- _WORK TASK_
Report each line of the entries that includes "above" by copying it.

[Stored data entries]
=-=-=

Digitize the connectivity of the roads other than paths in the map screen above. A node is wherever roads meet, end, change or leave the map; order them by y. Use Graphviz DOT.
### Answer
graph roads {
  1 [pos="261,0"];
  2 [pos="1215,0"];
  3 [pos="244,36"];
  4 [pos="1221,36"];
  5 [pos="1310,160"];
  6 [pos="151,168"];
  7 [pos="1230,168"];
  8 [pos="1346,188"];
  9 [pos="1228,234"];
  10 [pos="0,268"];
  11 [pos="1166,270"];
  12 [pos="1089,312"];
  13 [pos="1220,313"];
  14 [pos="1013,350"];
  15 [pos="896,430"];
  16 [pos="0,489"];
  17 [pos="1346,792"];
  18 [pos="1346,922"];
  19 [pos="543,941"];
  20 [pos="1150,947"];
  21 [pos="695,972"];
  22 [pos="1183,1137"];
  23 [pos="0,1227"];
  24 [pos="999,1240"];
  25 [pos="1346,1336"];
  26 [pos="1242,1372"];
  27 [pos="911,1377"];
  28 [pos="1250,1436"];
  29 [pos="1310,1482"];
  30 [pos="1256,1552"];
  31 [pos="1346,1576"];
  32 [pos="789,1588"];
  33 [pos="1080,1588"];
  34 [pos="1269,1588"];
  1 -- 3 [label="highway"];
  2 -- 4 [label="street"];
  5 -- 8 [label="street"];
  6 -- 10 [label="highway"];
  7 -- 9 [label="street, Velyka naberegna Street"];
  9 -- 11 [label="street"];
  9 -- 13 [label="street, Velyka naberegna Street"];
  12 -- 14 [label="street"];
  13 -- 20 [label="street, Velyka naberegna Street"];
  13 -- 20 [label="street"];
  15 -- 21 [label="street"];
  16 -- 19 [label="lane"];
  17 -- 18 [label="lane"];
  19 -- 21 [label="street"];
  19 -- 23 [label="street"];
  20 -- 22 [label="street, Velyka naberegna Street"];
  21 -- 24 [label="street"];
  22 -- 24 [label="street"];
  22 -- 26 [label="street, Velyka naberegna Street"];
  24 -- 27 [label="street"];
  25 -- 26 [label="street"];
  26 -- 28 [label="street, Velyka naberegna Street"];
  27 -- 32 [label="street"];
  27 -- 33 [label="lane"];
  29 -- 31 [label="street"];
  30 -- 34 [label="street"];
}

=-=-=

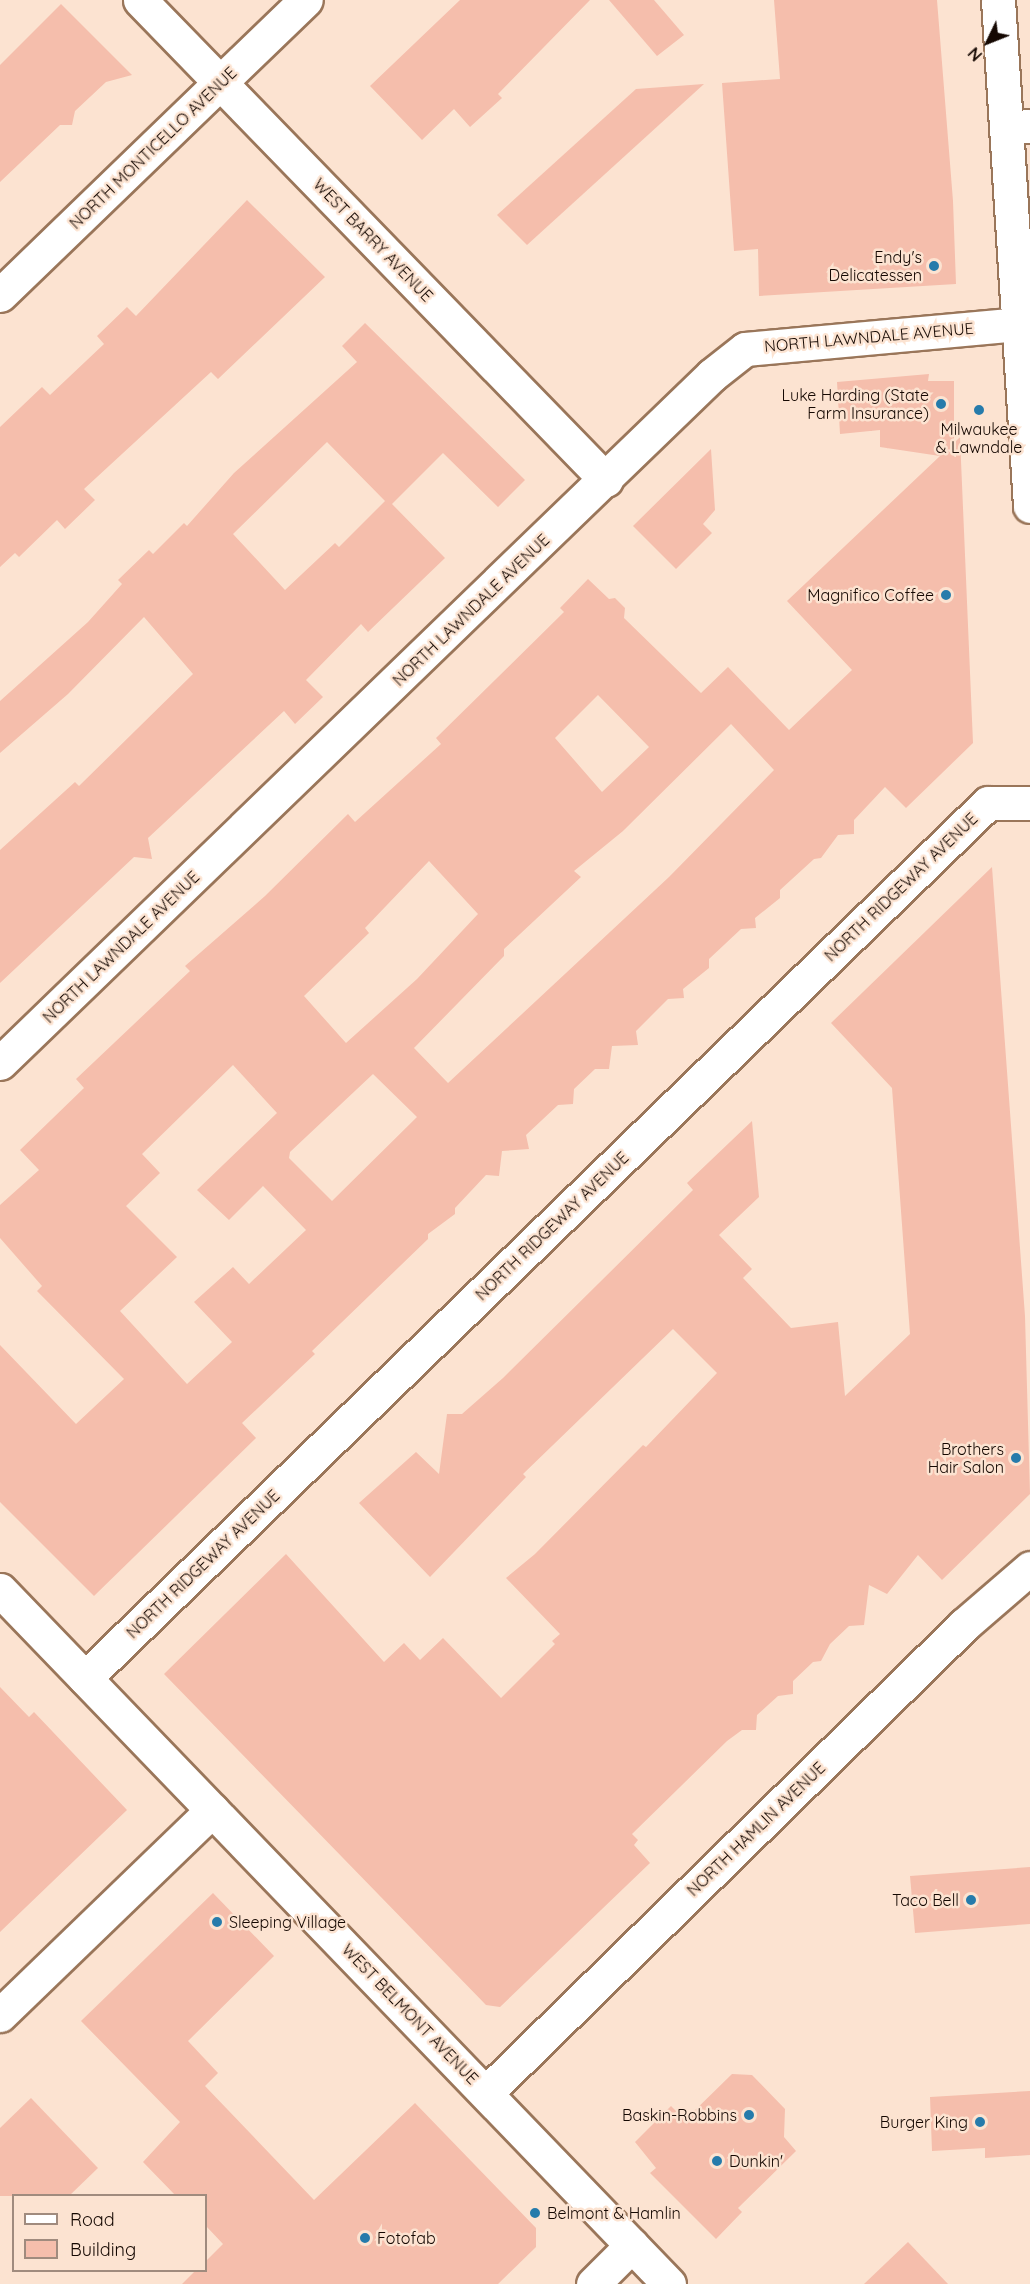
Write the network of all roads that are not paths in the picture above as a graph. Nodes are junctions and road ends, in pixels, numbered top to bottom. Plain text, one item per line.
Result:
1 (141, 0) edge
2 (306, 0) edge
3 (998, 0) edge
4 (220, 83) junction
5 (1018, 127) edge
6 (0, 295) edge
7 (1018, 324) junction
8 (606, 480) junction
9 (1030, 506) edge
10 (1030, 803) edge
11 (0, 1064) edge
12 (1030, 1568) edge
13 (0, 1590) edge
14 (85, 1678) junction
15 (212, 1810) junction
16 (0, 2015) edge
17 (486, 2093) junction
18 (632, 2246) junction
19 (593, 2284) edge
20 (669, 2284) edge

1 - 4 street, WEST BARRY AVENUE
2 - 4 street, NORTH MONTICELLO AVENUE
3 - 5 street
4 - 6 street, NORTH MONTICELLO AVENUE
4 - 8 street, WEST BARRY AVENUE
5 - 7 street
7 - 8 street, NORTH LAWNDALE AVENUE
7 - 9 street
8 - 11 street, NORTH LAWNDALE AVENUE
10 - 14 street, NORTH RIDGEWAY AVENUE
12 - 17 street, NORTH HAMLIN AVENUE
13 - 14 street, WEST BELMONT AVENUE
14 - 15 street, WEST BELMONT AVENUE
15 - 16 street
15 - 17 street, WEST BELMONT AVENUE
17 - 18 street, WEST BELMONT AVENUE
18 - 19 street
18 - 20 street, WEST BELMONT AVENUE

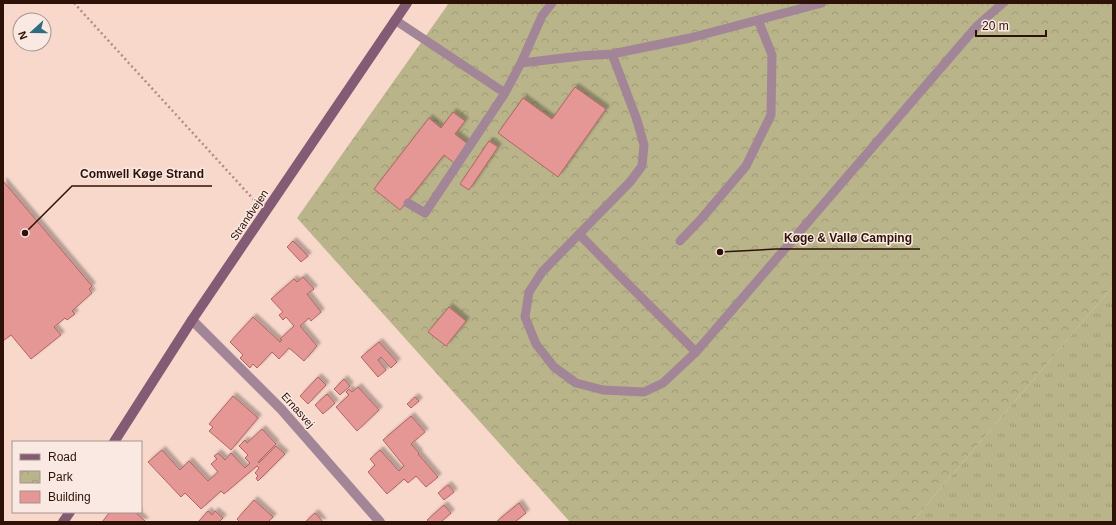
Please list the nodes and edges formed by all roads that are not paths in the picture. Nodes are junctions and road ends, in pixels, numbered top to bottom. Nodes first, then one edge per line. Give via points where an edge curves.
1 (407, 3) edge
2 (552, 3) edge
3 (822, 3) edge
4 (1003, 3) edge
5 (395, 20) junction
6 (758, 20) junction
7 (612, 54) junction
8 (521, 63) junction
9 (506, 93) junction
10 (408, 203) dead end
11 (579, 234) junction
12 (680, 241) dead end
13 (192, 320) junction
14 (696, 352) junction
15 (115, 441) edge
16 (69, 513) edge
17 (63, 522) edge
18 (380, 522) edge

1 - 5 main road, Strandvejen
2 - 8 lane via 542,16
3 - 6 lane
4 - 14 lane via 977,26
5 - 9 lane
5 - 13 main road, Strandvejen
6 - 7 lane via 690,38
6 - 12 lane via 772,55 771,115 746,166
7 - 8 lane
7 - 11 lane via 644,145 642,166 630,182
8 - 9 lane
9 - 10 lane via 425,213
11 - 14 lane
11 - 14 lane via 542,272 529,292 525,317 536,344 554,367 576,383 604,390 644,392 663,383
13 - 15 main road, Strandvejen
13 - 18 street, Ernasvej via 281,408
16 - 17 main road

=-=-=

- _SOLUTION TO THIS EXERCISE_
Digitize the connectivity of the roads other than paths in the map screen above. A node is wherever roads meet, end, change or leave the map; order them by y. Use Graphviz DOT.
Write the network of all roads that are not paths in the picture above as a graph. Nodes are junctions and road ends, in pixels, numbered top to bottom. Plain text, one item per line.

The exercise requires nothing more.